"Qui
caddero fucilati dai fascisti i martiri della Resistenza Piemontese. La loro
morte salvò la vita e l'onore d'Italia. 1943-1945".
Queste le parole
riportate sulla lapide posta al centro del Sacrario del Martinetto, piccolo
poligono di tiro nella IV Circoscrizione del Comune di Torino, scelto dai
repubblichini dopo l'8 settembre 1943 come luogo d'esecuzione delle sentenze
capitali.
Qui, nel giro di
venti mesi, vennero fucilati sessantuno partigiani e resistenti piemontesi.
Lunedì, 31 marzo
1944, la Resistenza piemontese subisce un durissimo colpo: nella mattinata,
sulla sagrestia del Duomo, vengono catturati quasi tutti i componenti del
Comitato Regionale Militare Piemontese (Crmp): Franco Balbis, Quinto
Bevilacqua, Giulio Biglieri, Paolo Braccini, Errico Giachino, Eusebio Giambone,
Massimo Montano e Giuseppe Perotti.
Il Crmp era
stato costituito clandestinamente a Torino nell'ottobre del 1943, come organo
del Comitato di Liberazione Nazionale, con il compito di coordinare le azioni
delle bande partigiane già esistenti.
Gli otto vengono
condotti alle Carceri Nuove, e il 2 aprile, in gran fretta, viene dato il via
al processo alla presenza dei massimi vertici fascisti.
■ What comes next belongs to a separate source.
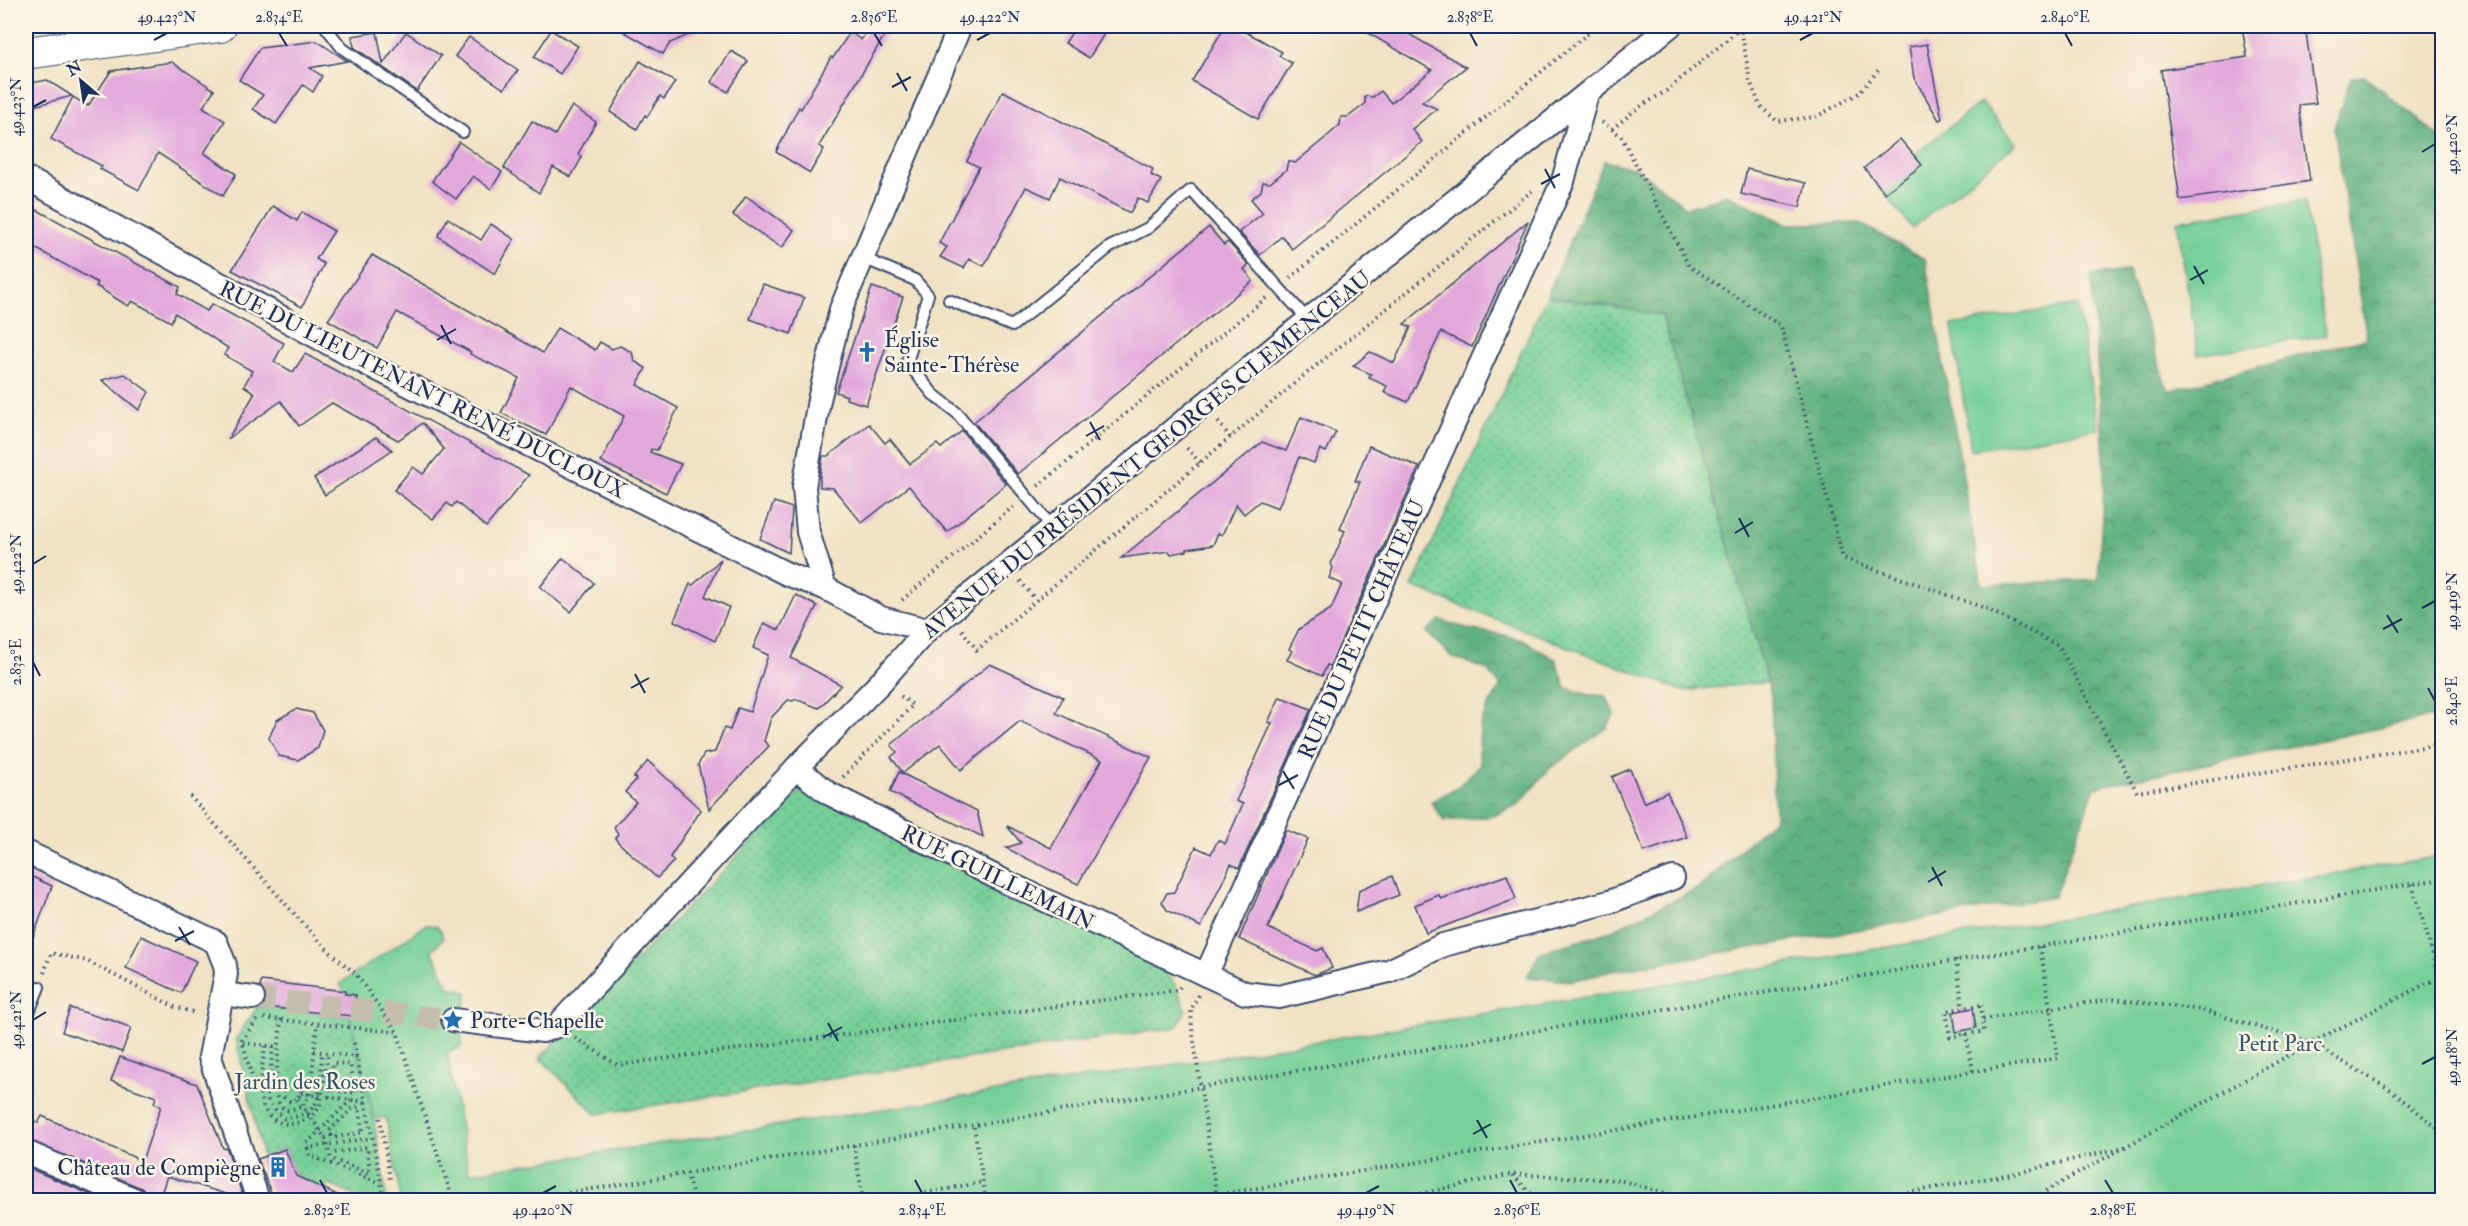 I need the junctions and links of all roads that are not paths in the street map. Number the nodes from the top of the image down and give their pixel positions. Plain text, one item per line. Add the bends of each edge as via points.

Già il giorno
successivo, e nonostante le trattative intavolate dal Cln, viene pronunciata la
sentenza: fucilazione.
All'alba di
mercoledì 5 aprile gli otto condannati vengono condotti all'interno del
poligono di tiro, ammanettati: ci sono decine di militi della Guardia
Nazionale, che li legano alle sedie poste all'estremità del poligono, schiena
rivolta al plotone di esecuzione. Passa ancora qualche minuto, il tempo per
Padre Carlo Masera, che ne ricorderà il coraggio, di benedirli, quindi viene
letta la sentenza, ed infine il plotone spara. Una sola voce, quella di Franco,
Quinto, Giulio, Paolo, Errico, Eusebio, Massimo e Giuseppe grida "Viva
l'Italia libera!"
Con queste
parole, Eusebio Giambone si rivolge alla moglie,qualche ora prima di essere
fucilato: "fra poche ore io
certamente non sarò più, ma sta pur certa che sarò calmo e tranquillo di fronte
al plotone di esecuzione come lo sono attualmente, (...)come lo fui alla
lettura della sentenza, perché sapevo già all'inizio di questo simulacro di
processo che la conclusione sarebbe stata la condanna a morte. Sono così
tranquilli coloro che ci hanno condannati? Certamente no! Essi credono con le
nostre condanne di arrestare il corso della storia. Si sbagliano! Nulla
arresterà il trionfo del nostro Ideale,essi pensano forse di arrestare la
schiera di innumerevoli combattenti della Libertà con il terrore? Essi si
sbagliano!"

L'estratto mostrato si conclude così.